There is also the emotional whiplash for volunteers, donors, and staffers. Some defend the politician out of genuine belief. Others do it because campaigns create their own weather systems. Once you have invested months of work, money, reputation, and identity into a race, admitting your candidate is corrupt feels like admitting you helped build the problem. That is a hard thing for any human being to do. It is far easier to call the charges selective, the press unfair, the timing suspicious, and the critics smug.
Then there are the reform-minded voters who keep losing these moral knife fights and slowly become cynical. They start out believing scandal will matter this time. Then it does not. Then they watch the victory speech. Then they hear the applause. Then they realize that in many places, corruption is not always disqualifying; sometimes it is just another campaign variable, sitting somewhere between gas prices and lawn signs.

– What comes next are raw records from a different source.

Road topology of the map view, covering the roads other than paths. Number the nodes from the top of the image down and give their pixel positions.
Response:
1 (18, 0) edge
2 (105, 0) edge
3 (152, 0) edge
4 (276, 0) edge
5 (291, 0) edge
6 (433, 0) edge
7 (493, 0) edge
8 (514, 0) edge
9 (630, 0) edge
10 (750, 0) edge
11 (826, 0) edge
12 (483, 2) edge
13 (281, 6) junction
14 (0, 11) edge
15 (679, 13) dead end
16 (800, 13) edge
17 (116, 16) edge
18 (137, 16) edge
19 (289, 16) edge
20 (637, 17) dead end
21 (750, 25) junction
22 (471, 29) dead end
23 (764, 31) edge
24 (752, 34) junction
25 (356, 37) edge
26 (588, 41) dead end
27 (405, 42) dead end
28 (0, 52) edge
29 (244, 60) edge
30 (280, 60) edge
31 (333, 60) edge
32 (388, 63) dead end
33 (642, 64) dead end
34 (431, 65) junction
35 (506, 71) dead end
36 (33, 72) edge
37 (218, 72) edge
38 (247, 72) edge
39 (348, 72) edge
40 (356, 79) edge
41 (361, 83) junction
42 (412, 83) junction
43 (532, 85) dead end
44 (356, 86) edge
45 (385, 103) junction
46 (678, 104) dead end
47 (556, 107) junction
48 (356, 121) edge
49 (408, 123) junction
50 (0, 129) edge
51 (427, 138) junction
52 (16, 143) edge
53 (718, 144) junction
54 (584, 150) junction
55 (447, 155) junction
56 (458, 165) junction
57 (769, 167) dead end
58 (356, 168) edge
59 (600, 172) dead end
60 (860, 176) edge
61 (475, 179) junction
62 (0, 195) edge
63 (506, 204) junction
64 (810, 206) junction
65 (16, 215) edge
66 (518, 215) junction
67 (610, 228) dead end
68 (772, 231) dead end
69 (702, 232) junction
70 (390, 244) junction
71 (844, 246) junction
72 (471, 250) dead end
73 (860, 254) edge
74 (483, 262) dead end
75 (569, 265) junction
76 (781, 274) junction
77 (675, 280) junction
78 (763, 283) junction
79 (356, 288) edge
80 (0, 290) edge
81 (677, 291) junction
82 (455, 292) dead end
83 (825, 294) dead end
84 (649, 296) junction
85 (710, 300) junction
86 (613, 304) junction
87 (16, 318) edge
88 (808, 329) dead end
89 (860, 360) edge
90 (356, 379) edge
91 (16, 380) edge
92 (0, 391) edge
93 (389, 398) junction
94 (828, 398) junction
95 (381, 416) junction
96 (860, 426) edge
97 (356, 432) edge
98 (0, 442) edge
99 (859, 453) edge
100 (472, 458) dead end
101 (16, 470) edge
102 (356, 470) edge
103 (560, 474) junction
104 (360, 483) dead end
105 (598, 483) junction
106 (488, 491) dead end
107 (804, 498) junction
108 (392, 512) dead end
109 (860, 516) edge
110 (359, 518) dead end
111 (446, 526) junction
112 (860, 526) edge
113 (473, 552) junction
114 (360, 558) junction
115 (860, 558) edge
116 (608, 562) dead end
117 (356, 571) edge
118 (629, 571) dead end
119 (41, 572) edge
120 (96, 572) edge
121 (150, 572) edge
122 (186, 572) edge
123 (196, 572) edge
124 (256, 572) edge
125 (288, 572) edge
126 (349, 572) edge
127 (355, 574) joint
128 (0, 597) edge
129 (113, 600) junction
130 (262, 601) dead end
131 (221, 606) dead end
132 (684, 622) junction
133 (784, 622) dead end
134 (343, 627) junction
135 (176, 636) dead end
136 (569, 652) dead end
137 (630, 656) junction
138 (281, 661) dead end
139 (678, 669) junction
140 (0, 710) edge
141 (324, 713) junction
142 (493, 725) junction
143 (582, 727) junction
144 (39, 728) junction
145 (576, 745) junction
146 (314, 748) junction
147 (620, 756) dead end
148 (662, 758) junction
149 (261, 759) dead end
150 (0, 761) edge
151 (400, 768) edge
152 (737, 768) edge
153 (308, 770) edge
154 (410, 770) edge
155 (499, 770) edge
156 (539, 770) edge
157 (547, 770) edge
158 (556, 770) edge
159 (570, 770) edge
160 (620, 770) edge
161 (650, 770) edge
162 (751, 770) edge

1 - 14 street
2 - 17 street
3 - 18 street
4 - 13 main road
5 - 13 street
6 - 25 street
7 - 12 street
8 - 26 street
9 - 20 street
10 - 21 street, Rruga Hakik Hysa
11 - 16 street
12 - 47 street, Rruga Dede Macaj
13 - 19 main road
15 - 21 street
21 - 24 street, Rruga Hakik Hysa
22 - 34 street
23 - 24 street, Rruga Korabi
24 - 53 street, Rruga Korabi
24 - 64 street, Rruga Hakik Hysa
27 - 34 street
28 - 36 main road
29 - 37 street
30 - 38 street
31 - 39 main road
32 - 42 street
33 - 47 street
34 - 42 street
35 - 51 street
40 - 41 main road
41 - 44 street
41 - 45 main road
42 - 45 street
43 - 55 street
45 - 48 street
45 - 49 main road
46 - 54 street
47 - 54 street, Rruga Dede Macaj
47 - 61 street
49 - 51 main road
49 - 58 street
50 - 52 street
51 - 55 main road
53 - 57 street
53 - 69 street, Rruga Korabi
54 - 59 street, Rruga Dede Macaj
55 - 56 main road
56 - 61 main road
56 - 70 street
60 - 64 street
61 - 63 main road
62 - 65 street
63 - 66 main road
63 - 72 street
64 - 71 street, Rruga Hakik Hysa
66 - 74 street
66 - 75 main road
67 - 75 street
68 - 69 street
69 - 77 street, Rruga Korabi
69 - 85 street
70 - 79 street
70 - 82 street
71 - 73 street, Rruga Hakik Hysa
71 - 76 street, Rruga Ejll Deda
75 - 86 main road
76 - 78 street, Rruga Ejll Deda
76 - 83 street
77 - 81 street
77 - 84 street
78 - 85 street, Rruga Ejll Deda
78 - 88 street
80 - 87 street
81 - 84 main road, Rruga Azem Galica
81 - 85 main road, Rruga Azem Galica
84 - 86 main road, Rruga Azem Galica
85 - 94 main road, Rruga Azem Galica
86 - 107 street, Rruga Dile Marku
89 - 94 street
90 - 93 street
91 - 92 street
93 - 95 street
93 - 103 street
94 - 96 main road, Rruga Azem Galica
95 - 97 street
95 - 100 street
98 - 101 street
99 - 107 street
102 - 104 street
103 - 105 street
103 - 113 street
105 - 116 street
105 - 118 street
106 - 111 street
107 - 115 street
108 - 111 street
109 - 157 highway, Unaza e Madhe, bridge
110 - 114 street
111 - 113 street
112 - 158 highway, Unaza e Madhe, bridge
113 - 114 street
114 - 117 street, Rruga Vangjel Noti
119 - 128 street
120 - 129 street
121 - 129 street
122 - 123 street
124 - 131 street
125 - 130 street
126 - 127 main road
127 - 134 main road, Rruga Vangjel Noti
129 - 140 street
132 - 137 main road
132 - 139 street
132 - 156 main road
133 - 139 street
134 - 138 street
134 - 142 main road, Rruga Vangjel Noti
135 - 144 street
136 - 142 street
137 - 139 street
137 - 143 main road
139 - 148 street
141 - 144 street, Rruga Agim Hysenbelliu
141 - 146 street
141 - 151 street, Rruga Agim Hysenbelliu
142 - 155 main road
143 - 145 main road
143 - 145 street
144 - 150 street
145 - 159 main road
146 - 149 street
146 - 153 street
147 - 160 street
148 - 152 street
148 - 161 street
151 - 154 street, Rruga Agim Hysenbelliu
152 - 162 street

That may be the most unsettling experience of all: not outrage, but normalization. Once voters get used to scandal surviving, the shock wears off. The bar sinks. The excuses get better rehearsed. And a political culture that once treated ethics as the floor starts treating it like optional décor. That is how democracies grow numb, not all at once, but one shrugging election at a time.
Conclusion
The five politicians on this list came from different parties, different states, and different eras. But they all benefited from the same hard truth: American elections do not always reward virtue, and they do not always punish scandal on schedule. James Michael Curley turned criminal trouble into mythology. William Jefferson survived one of the most infamous bribery scandals in congressional memory long enough to win again. Bob Menendez weathered a major corruption cloud before later crashing under a bigger one. Duncan Hunter and Michael Grimm both showed that even an indictment can be survivable when partisanship and incumbency do enough heavy lifting.
If there is a lesson here, it is not that voters are foolish. It is that voters are complicated, tribal, strategic, resentful, loyal, and very often willing to compartmentalize. That is what makes corruption in American politics so persistent. It does not merely depend on bad politicians. It survives because enough people, often for understandable reasons and sometimes for terrible ones, decide they can live with the smell. And once that happens, democracy stops asking, “Is this acceptable?” and starts asking, “Can this still win?” Too often, the answer is yes.